The cat is finally out of the bag. Yesterday Theresa May told MPs that on March 14, if they rejected her Brexit deal and no deal, they would get a vote on whether to request an extension of Article 50.
This was by no means a voluntary move by the prime minister but a response to being cornered by her own backbenchers and cabinet members.
But why do we need an extension at all? There are two main reasons. First, parliament not only needs to approve the Brexit deal but also the legislation — the Withdrawal Agreement Bill — that will translate it into UK law and ensure that we leave in an orderly manner.
This kind of legislation, with real constitutional significance, normally takes several months to gain parliamentary approval.
Even if May could get her deal through on March 12, there would only be two and a half weeks to get the bill approved. Procedurally, it could be done.
However, trying to pass legislation for an agreement that MPs are, at best, unenthusiastic about without sufficient time for proper debate and scrutiny would be a recipe for even more government defeats.
It’s not only the UK parliament that needs to approve the deal. The European parliament has to do so as well in order for us to leave with a deal on March 29.
When Croatia joined the EU — the closest procedural comparison to a member state leaving the EU — the European parliament took two months to complete ratification.
The second reason an extension is needed is that if May’s deal doesn’t get approved in time it is the most obvious way to avoid no deal. Although this would only push back the cliff-edge, it would offer some breathing space.
However, the UK cannot decide for itself whether to extend the Article 50 period or for how long. Theresa May has to request an extension and all EU27 leaders have to agree. Only one member state is needed to scupper the whole thing, so it is far from a given.
The reaction of member states will hinge on the kind of request that is made. And as we set out in a recent report there are three options.
First, there could be a so-called technical extension. If May’s deal is approved before March 29, the government would make this request on its own initiative to allow a few extra weeks to finalise ratification on the UK side by passing the Withdrawal Agreement Bill.
Second, there could be a forced extension. This is the kind we may see on March 14 when MPs vote, imposing it on the government against its will.
Finally, there could be a panicked extension. The government would request more time having simply failed to get the deal approved by March 29. There may be no clear idea of how long is needed or for what purpose, except to avoid no deal.

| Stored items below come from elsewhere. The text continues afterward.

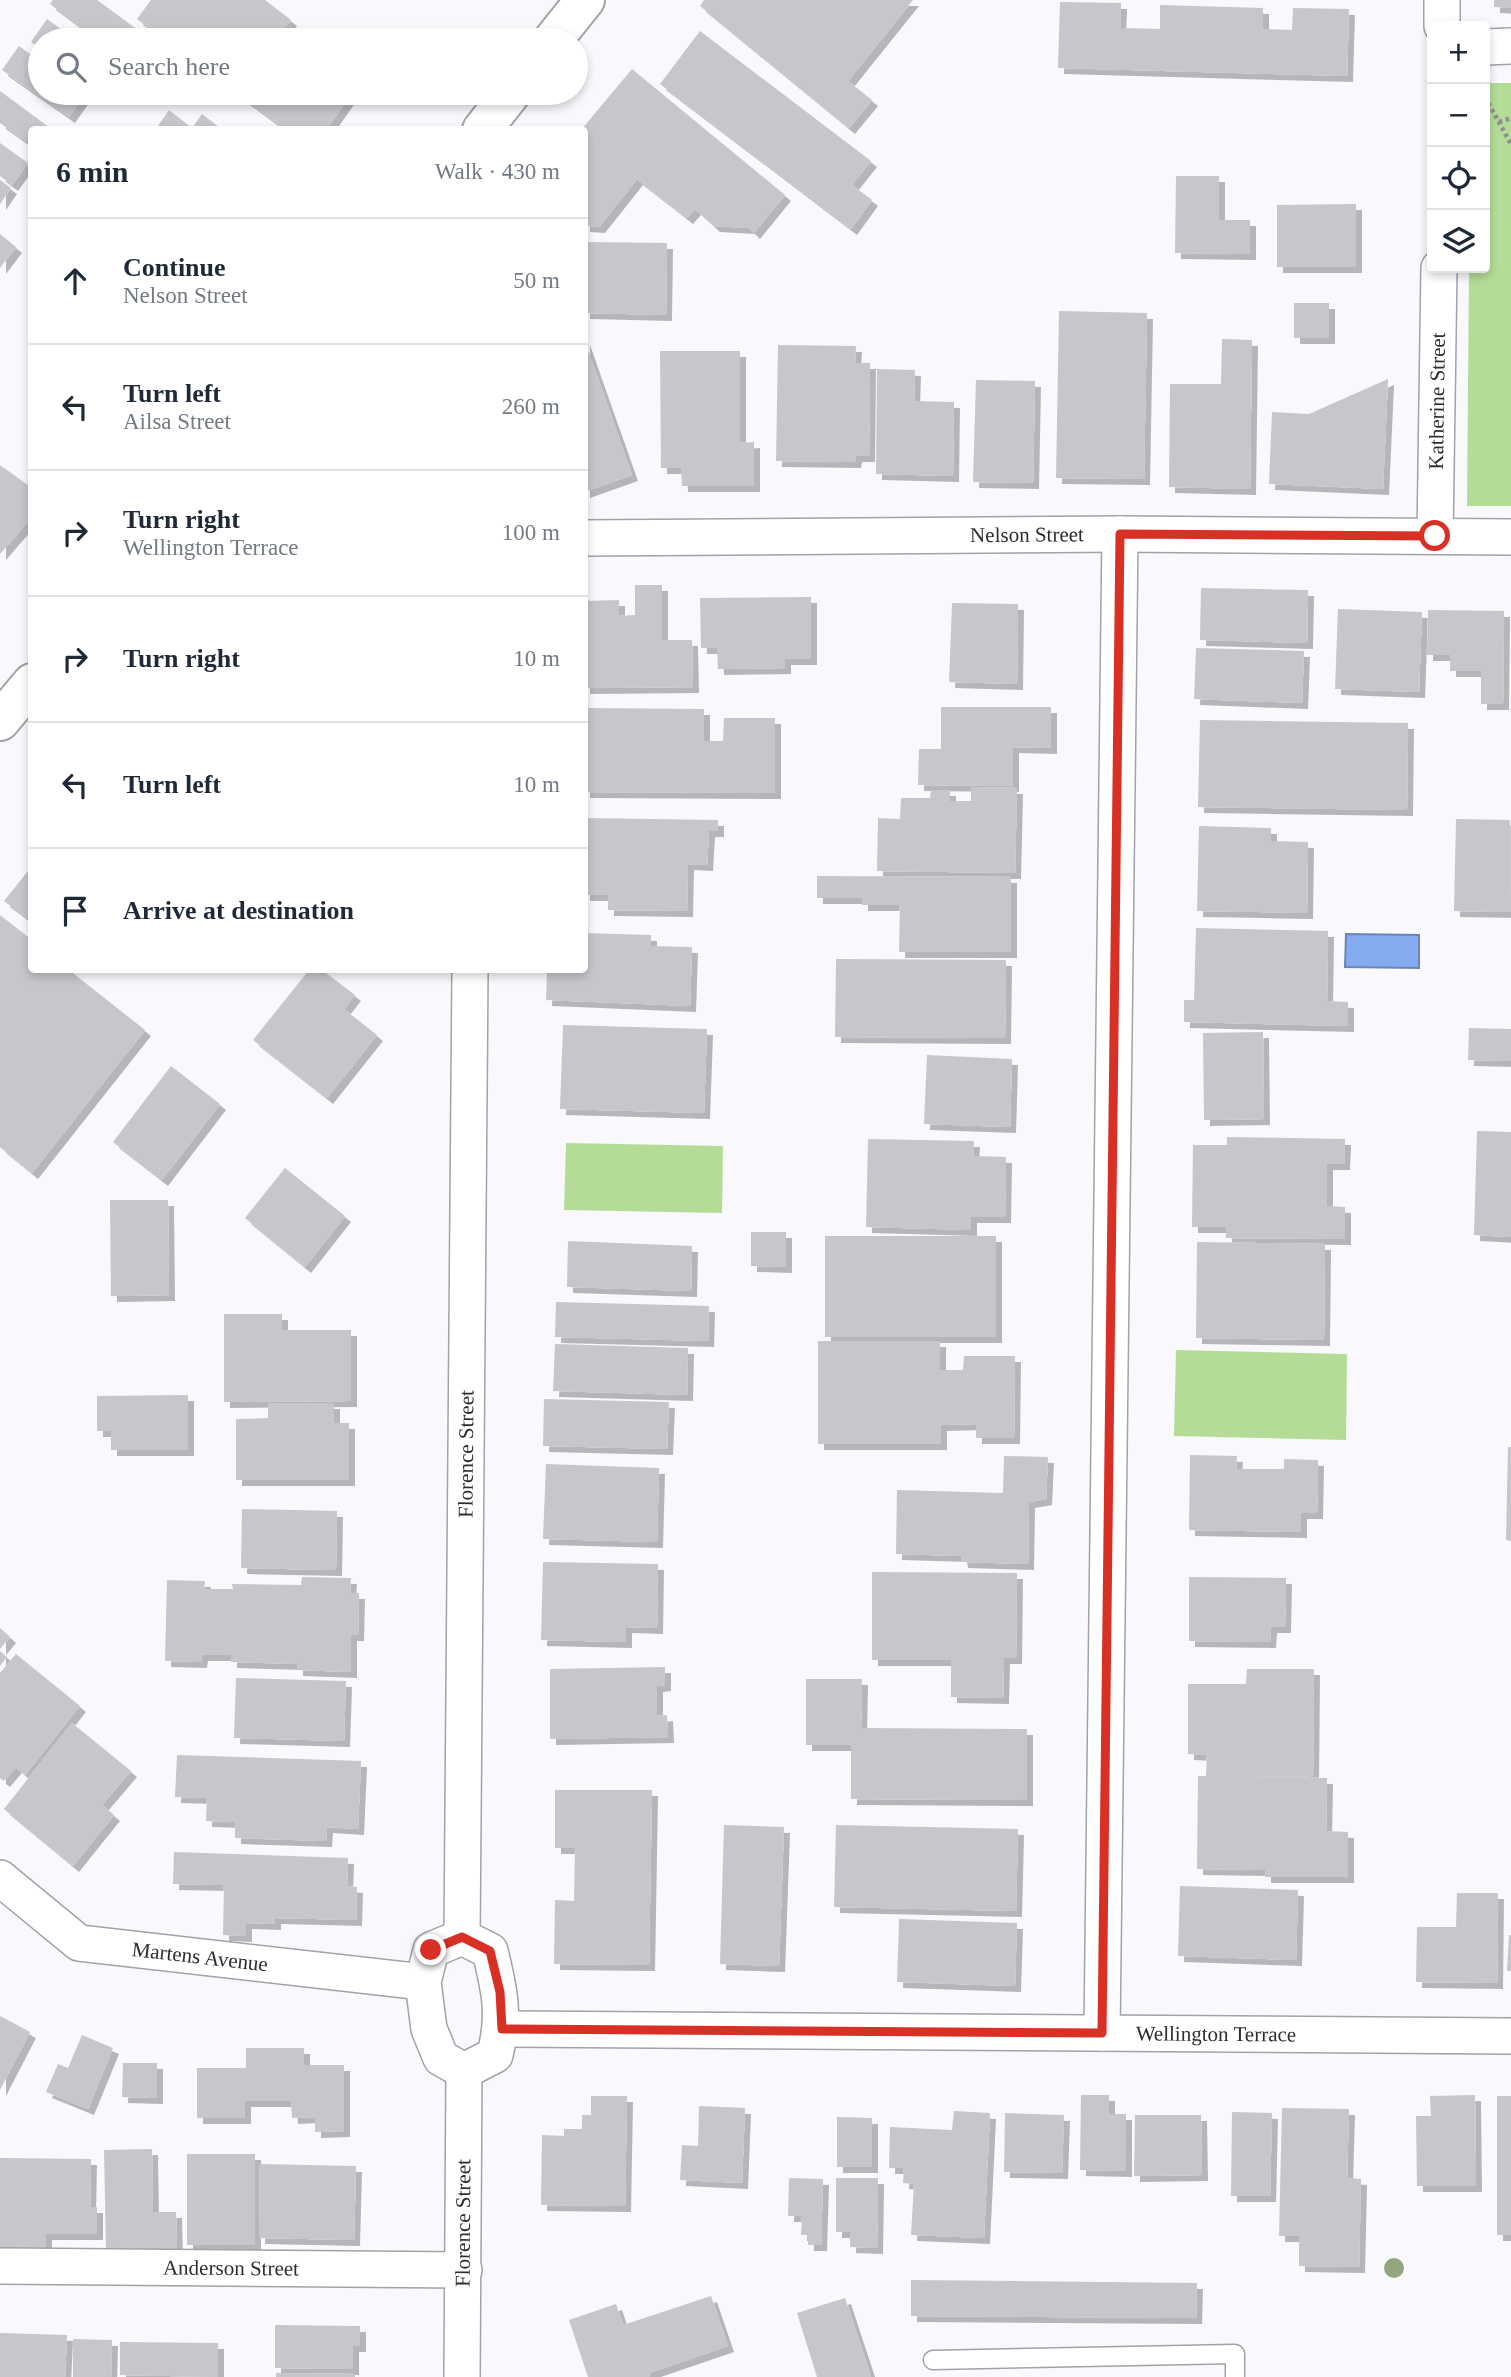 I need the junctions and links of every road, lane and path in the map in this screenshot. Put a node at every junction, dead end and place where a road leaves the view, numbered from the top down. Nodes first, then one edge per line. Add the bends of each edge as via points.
1 (585, 0) edge
2 (1442, 0) edge
3 (1442, 21) edge
4 (563, 28) edge
5 (1511, 46) edge
6 (1490, 47) edge
7 (502, 105) edge
8 (1490, 106) edge
9 (1511, 118) edge
10 (1499, 122) junction
11 (485, 126) edge
12 (1511, 144) edge
13 (1439, 273) edge
14 (1120, 534) junction
15 (1435, 536) junction
16 (1511, 537) edge
17 (588, 538) edge
18 (28, 688) edge
19 (0, 721) edge
20 (470, 973) edge
21 (0, 1878) edge
22 (462, 1937) junction
23 (423, 1982) junction
24 (502, 2029) junction
25 (1102, 2033) junction
26 (1511, 2036) edge
27 (464, 2071) junction
28 (0, 2266) edge
29 (464, 2270) junction
30 (933, 2360) dead end
31 (462, 2377) edge
32 (1234, 2377) edge

1 - 4 highway
2 - 3 street
5 - 6 street
7 - 11 highway
8 - 10 path
9 - 10 path
10 - 12 path
13 - 15 street, Katherine Street
14 - 15 street, Nelson Street
14 - 17 street, Nelson Street
14 - 25 street
15 - 16 street, Nelson Street
18 - 19 highway
20 - 22 street, Florence Street
21 - 23 street, Martens Avenue via 79,1943
22 - 23 street via 431,1950
22 - 24 street via 490,1951 500,1992
23 - 27 street via 429,2029 441,2058
24 - 25 street, Wellington Terrace
24 - 27 street via 495,2055
25 - 26 street, Wellington Terrace
27 - 29 street, Florence Street
28 - 29 street, Anderson Street
29 - 31 street, Florence Street
30 - 32 lane via 1235,2354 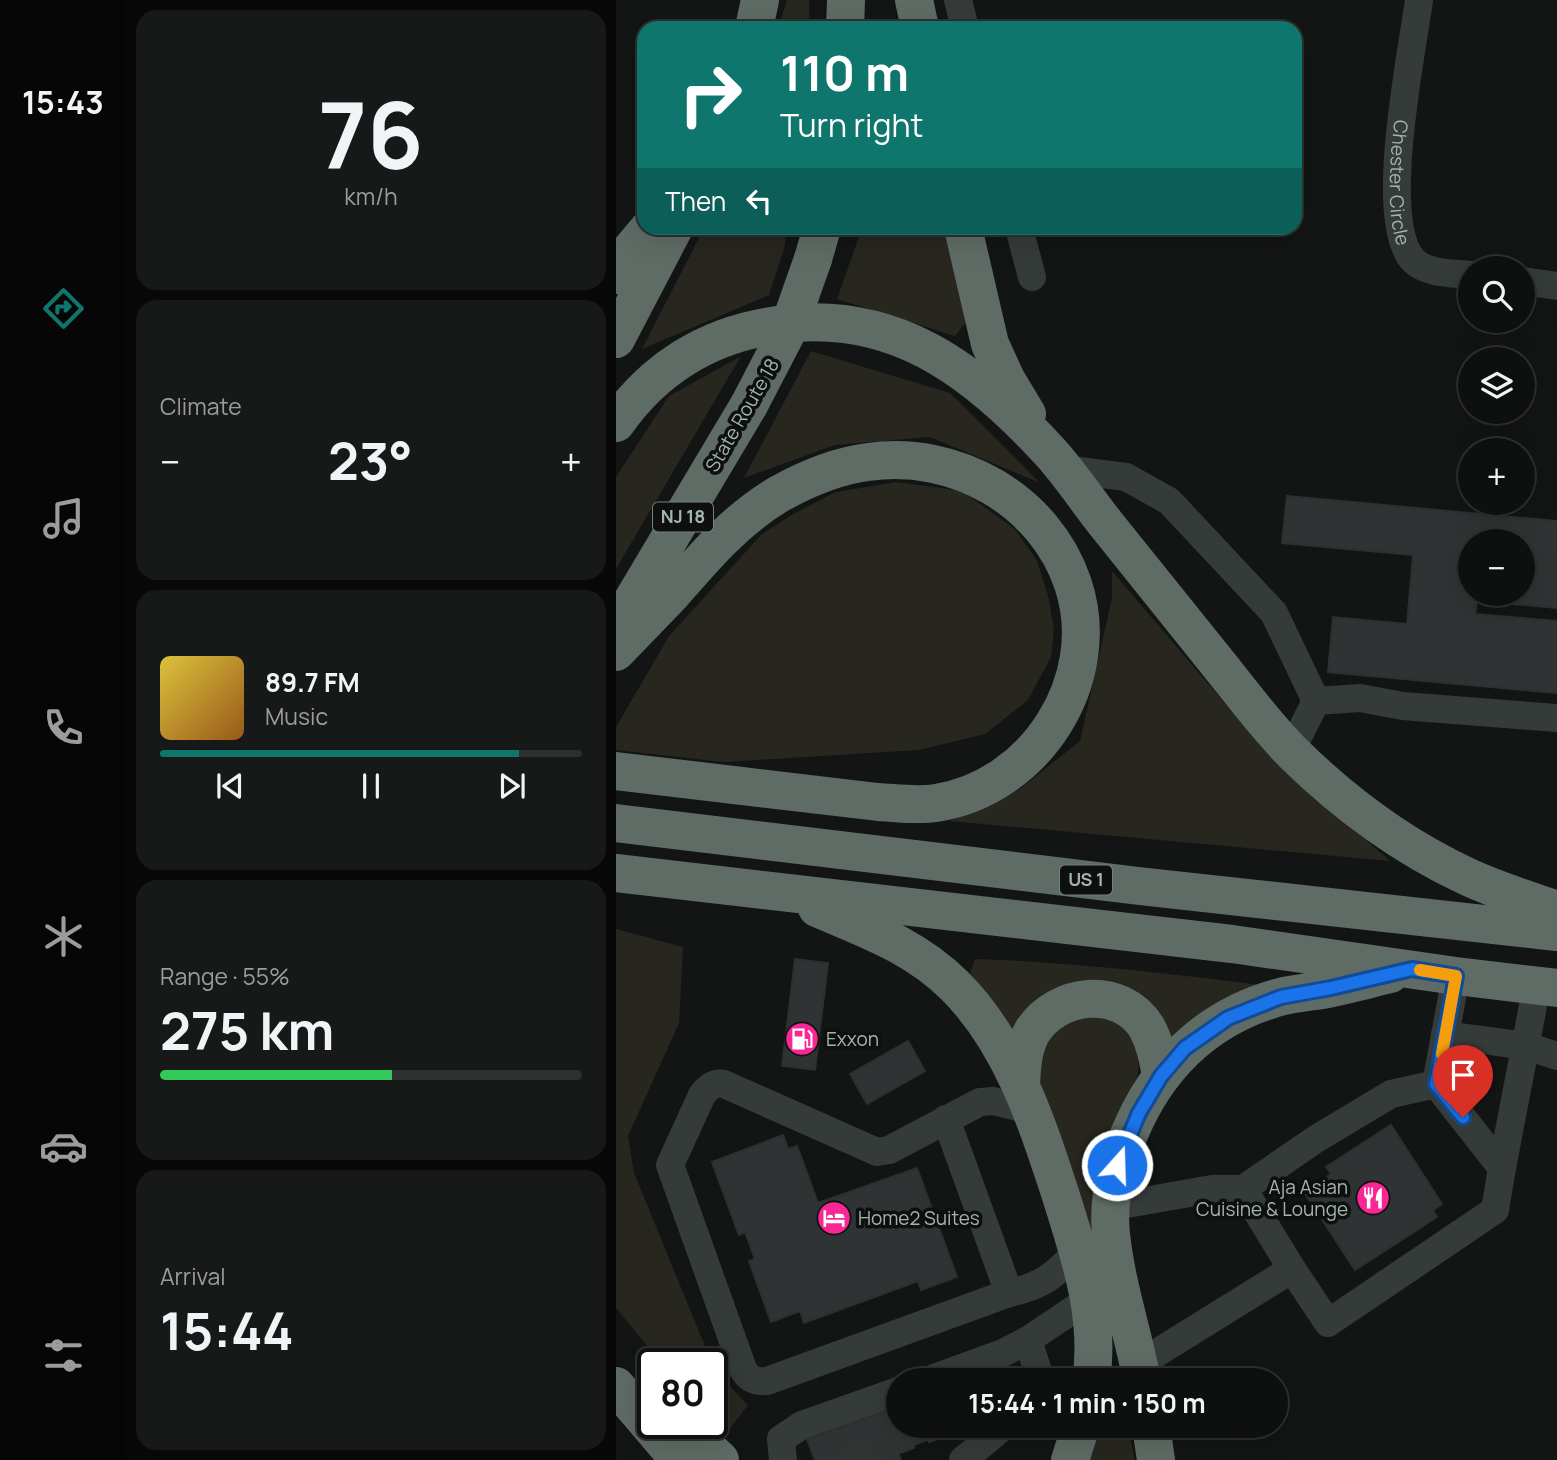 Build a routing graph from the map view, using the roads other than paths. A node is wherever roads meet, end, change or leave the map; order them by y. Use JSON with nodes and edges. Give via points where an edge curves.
{"nodes":[{"id":1,"x":760,"y":0,"type":"edge"},
{"id":2,"x":846,"y":0,"type":"edge"},
{"id":3,"x":914,"y":0,"type":"edge"},
{"id":4,"x":958,"y":0,"type":"edge"},
{"id":5,"x":1419,"y":0,"type":"edge"},
{"id":6,"x":756,"y":21,"type":"edge"},
{"id":7,"x":845,"y":21,"type":"edge"},
{"id":8,"x":918,"y":21,"type":"edge"},
{"id":9,"x":963,"y":21,"type":"edge"},
{"id":10,"x":643,"y":235,"type":"edge"},
{"id":11,"x":670,"y":235,"type":"edge"},
{"id":12,"x":965,"y":235,"type":"edge"},
{"id":13,"x":1021,"y":235,"type":"edge"},
{"id":14,"x":818,"y":244,"type":"edge"},
{"id":15,"x":1458,"y":274,"type":"edge"},
{"id":16,"x":616,"y":275,"type":"edge"},
{"id":17,"x":1032,"y":276,"type":"dead end"},
{"id":18,"x":1535,"y":283,"type":"edge"},
{"id":19,"x":1557,"y":286,"type":"edge"},
{"id":20,"x":616,"y":339,"type":"edge"},
{"id":21,"x":616,"y":422,"type":"edge"},
{"id":22,"x":1057,"y":461,"type":"junction"},
{"id":23,"x":616,"y":628,"type":"edge"},
{"id":24,"x":616,"y":652,"type":"edge"},
{"id":25,"x":1316,"y":701,"type":"junction"},
{"id":26,"x":1557,"y":718,"type":"edge"},
{"id":27,"x":1291,"y":751,"type":"junction"},
{"id":28,"x":616,"y":771,"type":"edge"},
{"id":29,"x":616,"y":823,"type":"edge"},
{"id":30,"x":616,"y":873,"type":"edge"},
{"id":31,"x":776,"y":891,"type":"junction"},
{"id":32,"x":1557,"y":910,"type":"edge"},
{"id":33,"x":1557,"y":932,"type":"edge"},
{"id":34,"x":1412,"y":969,"type":"junction"},
{"id":35,"x":1456,"y":976,"type":"junction"},
{"id":36,"x":1547,"y":986,"type":"edge"},
{"id":37,"x":1445,"y":1035,"type":"junction"},
{"id":38,"x":1526,"y":1046,"type":"junction"},
{"id":39,"x":1557,"y":1056,"type":"edge"},
{"id":40,"x":1161,"y":1076,"type":"junction"},
{"id":41,"x":1436,"y":1084,"type":"junction"},
{"id":42,"x":1026,"y":1097,"type":"junction"},
{"id":43,"x":946,"y":1119,"type":"junction"},
{"id":44,"x":1502,"y":1168,"type":"junction"},
{"id":45,"x":1243,"y":1189,"type":"junction"},
{"id":46,"x":1110,"y":1207,"type":"junction"},
{"id":47,"x":1077,"y":1252,"type":"junction"},
{"id":48,"x":1292,"y":1269,"type":"junction"},
{"id":49,"x":1009,"y":1293,"type":"junction"},
{"id":50,"x":1090,"y":1298,"type":"junction"},
{"id":51,"x":1028,"y":1340,"type":"junction"},
{"id":52,"x":616,"y":1364,"type":"edge"},
{"id":53,"x":962,"y":1368,"type":"edge"},
{"id":54,"x":1037,"y":1368,"type":"edge"},
{"id":55,"x":1092,"y":1368,"type":"edge"},
{"id":56,"x":1140,"y":1368,"type":"edge"},
{"id":57,"x":1147,"y":1368,"type":"edge"},
{"id":58,"x":637,"y":1383,"type":"edge"},
{"id":59,"x":616,"y":1387,"type":"edge"},
{"id":60,"x":886,"y":1395,"type":"edge"},
{"id":61,"x":989,"y":1438,"type":"edge"},
{"id":62,"x":1077,"y":1438,"type":"edge"},
{"id":63,"x":1153,"y":1438,"type":"edge"},
{"id":64,"x":697,"y":1439,"type":"edge"},
{"id":65,"x":678,"y":1460,"type":"edge"},
{"id":66,"x":720,"y":1460,"type":"edge"},
{"id":67,"x":783,"y":1460,"type":"edge"},
{"id":68,"x":962,"y":1460,"type":"edge"},
{"id":69,"x":1070,"y":1460,"type":"edge"},
{"id":70,"x":1156,"y":1460,"type":"edge"}],
"edges":[{"from":1,"to":6,"type":"highway"},
{"from":2,"to":7,"type":"highway"},
{"from":3,"to":8,"type":"highway"},
{"from":4,"to":9,"type":"street"},
{"from":5,"to":15,"type":"street","name":"Chester Circle","via":[[1395,182],[1399,235],[1416,263],[1428,270]]},
{"from":10,"to":16,"type":"highway"},
{"from":11,"to":20,"type":"highway"},
{"from":12,"to":22,"type":"highway","via":[[990,344],[1006,379]]},
{"from":13,"to":17,"type":"street"},
{"from":14,"to":23,"type":"highway","name":"State Route 18","number":"NJ 18","bridge":true,"via":[[788,330],[750,405]]},
{"from":18,"to":19,"type":"street"},
{"from":21,"to":22,"type":"highway","via":[[654,379],[721,338],[780,324],[843,324],[903,338],[943,359],[981,387]]},
{"from":22,"to":25,"type":"street","via":[[1126,477],[1169,501],[1274,613]]},
{"from":22,"to":27,"type":"highway"},
{"from":24,"to":28,"type":"highway","via":[[719,540],[756,509],[819,475],[868,461],[933,463],[996,486],[1028,513],[1056,548],[1074,587],[1080,628],[1072,687],[1045,738],[1004,775],[955,798],[916,804],[878,802]]},
{"from":25,"to":26,"type":"street","via":[[1360,698],[1402,706]]},
{"from":25,"to":27,"type":"street"},
{"from":27,"to":32,"type":"highway","via":[[1342,797],[1412,848],[1470,878]]},
{"from":29,"to":33,"type":"highway","number":"US 1"},
{"from":30,"to":31,"type":"highway"},
{"from":31,"to":34,"type":"highway"},
{"from":31,"to":42,"type":"highway","via":[[895,941],[936,968],[984,1020]]},
{"from":34,"to":35,"type":"highway"},
{"from":34,"to":40,"type":"highway","via":[[1281,997],[1242,1011],[1199,1037]]},
{"from":35,"to":36,"type":"highway"},
{"from":35,"to":37,"type":"street"},
{"from":36,"to":38,"type":"street"},
{"from":37,"to":38,"type":"street"},
{"from":37,"to":41,"type":"street"},
{"from":38,"to":39,"type":"street"},
{"from":38,"to":44,"type":"street"},
{"from":40,"to":42,"type":"highway","via":[[1151,1037],[1139,1017],[1110,1001],[1080,999],[1058,1006],[1034,1030],[1024,1050]]},
{"from":40,"to":46,"type":"highway","via":[[1124,1146]]},
{"from":41,"to":44,"type":"street"},
{"from":41,"to":45,"type":"street","via":[[1391,1094]]},
{"from":42,"to":43,"type":"street","via":[[980,1102]]},
{"from":42,"to":47,"type":"highway"},
{"from":43,"to":49,"type":"street"},
{"from":43,"to":49,"type":"street","via":[[877,1152],[717,1084],[702,1095],[670,1165],[743,1369],[753,1380],[767,1381]]},
{"from":44,"to":48,"type":"street","via":[[1495,1210],[1328,1323]]},
{"from":45,"to":46,"type":"street","via":[[1212,1189]]},
{"from":45,"to":48,"type":"street"},
{"from":46,"to":56,"type":"highway","via":[[1113,1252]]},
{"from":47,"to":49,"type":"street","via":[[1054,1276],[1030,1289]]},
{"from":47,"to":50,"type":"highway"},
{"from":48,"to":57,"type":"street"},
{"from":50,"to":51,"type":"street"},
{"from":50,"to":55,"type":"highway"},
{"from":51,"to":53,"type":"street"},
{"from":51,"to":54,"type":"street"},
{"from":52,"to":58,"type":"highway"},
{"from":59,"to":65,"type":"highway"},
{"from":60,"to":67,"type":"street","via":[[802,1425],[781,1439]]},
{"from":61,"to":68,"type":"street"},
{"from":62,"to":69,"type":"highway"},
{"from":63,"to":70,"type":"highway"},
{"from":64,"to":66,"type":"highway"}]}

What would the EU make of these requests? That depends on how an extension is requested and for what purpose and time.
Any request ought to be for a clear end and not simply to drag the process on with no sign of resolution. As a result, it must not be open-ended but equally must provide enough time for a resolution to be achieved.
A technical extension, because it would serve a clear purpose and wouldn’t, in theory, be for more than a few weeks, would be fairly straightforward.
A forced extension, however, would satisfy neither criteria. It would not serve any specific purpose other than to delay no deal, which puts off one outcome but doesn’t bring a resolution any nearer.
From an EU perspective, such an extension would run the risk of further, repeated calls to reopen the negotiations during this period and merely continue the existing uncertainty.
As well as that it would mean the UK remaining a member state for the European parliament elections at the end of May and the start of its new term on July 2.
If the UK remained a member state by the start of the new parliamentary term but hadn’t elected MEPs, the European parliament could be considered illegally constituted, as all member states have a right to representation and their citizens a right to stand and vote.
This would be a gift to what is likely to be a more Eurosceptic European parliament from July.
Finally, a panicked extension would raise many of the same problems as a forced extension. Its only aim would be to avoid no deal.
There would be a clear risk for the EU in this scenario that in granting this once UK politicians come to believe it is a trick that can be repeated, allowing them to avoid interminably both no deal and approving the withdrawal agreement.
To all intents and purposes, time has already run out to ratify Theresa May’s deal. If, as seems likely, MPs reject it again on March 12 and no deal the day after, an extension request seems inevitable. It’s just a question of purpose and length.
As far as the EU is concerned, the only thing concentrating minds in Westminster is the ticking clock. It may be reluctant to extend any longer than a few weeks to keep up the pressure. If so, we could find ourselves back where we began sooner than we think.